▶ _TASK_:
Looking at the data below, how many lines include the word "Петергофский"? Respond with the number only.

Stored data entries:
Segment Open
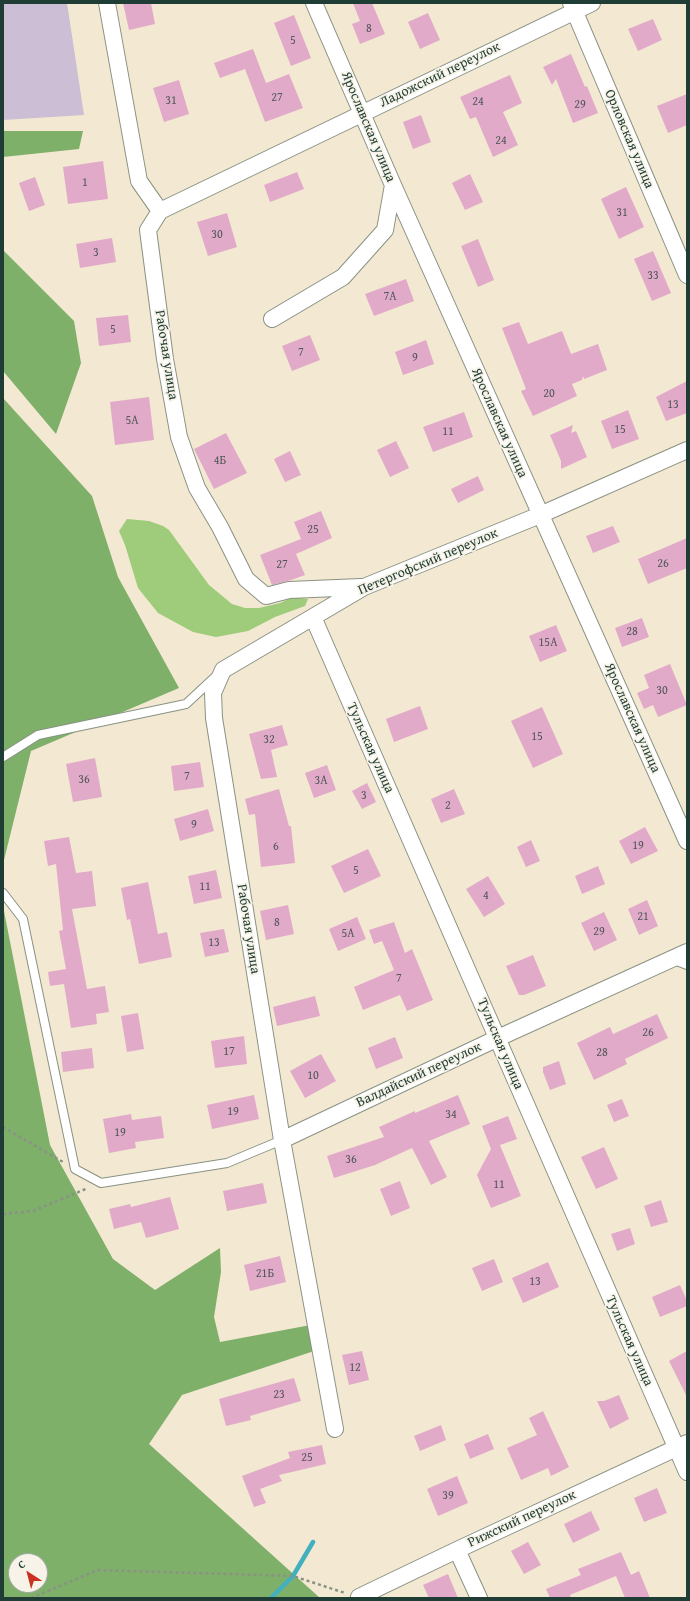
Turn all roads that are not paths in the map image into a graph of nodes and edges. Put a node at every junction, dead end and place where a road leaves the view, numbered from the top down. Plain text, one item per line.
1 (107, 3) edge
2 (314, 3) edge
3 (592, 3) edge
4 (573, 7) edge
5 (362, 113) junction
6 (393, 186) junction
7 (160, 211) junction
8 (687, 275) edge
9 (272, 320) dead end
10 (687, 450) edge
11 (540, 515) junction
12 (364, 587) junction
13 (313, 617) junction
14 (223, 670) junction
15 (3, 758) edge
16 (687, 841) edge
17 (3, 893) edge
18 (687, 952) edge
19 (671, 959) junction
20 (687, 965) edge
21 (498, 1038) junction
22 (282, 1140) junction
23 (335, 1429) dead end
24 (682, 1446) edge
25 (687, 1472) edge
26 (457, 1550) junction
27 (358, 1597) edge
28 (479, 1598) edge

1 - 7 street
2 - 5 street, Ярославская улица
3 - 4 street, Ладожский переулок
4 - 5 street, Ладожский переулок
4 - 8 street, Орловская улица
5 - 6 street, Ярославская улица
5 - 7 street, Ладожский переулок
6 - 9 street
6 - 11 street, Ярославская улица
7 - 12 street, Рабочая улица
10 - 11 street, Петергофский переулок
11 - 12 street, Петергофский переулок
11 - 16 street, Ярославская улица
12 - 13 street, Петергофский переулок
13 - 14 street, Петергофский переулок
13 - 21 street, Тульская улица
14 - 15 lane
14 - 22 street, Рабочая улица
17 - 22 lane
18 - 19 street, Валдайский переулок
19 - 20 lane
19 - 21 street, Валдайский переулок
21 - 22 street, Валдайский переулок
21 - 24 street, Тульская улица
22 - 23 street, Рабочая улица
24 - 25 street, Тульская улица
24 - 26 street, Рижский переулок
26 - 27 street, Рижский переулок
26 - 28 street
Segment Closed
▶ _PROBLEM SOLUTION_:
4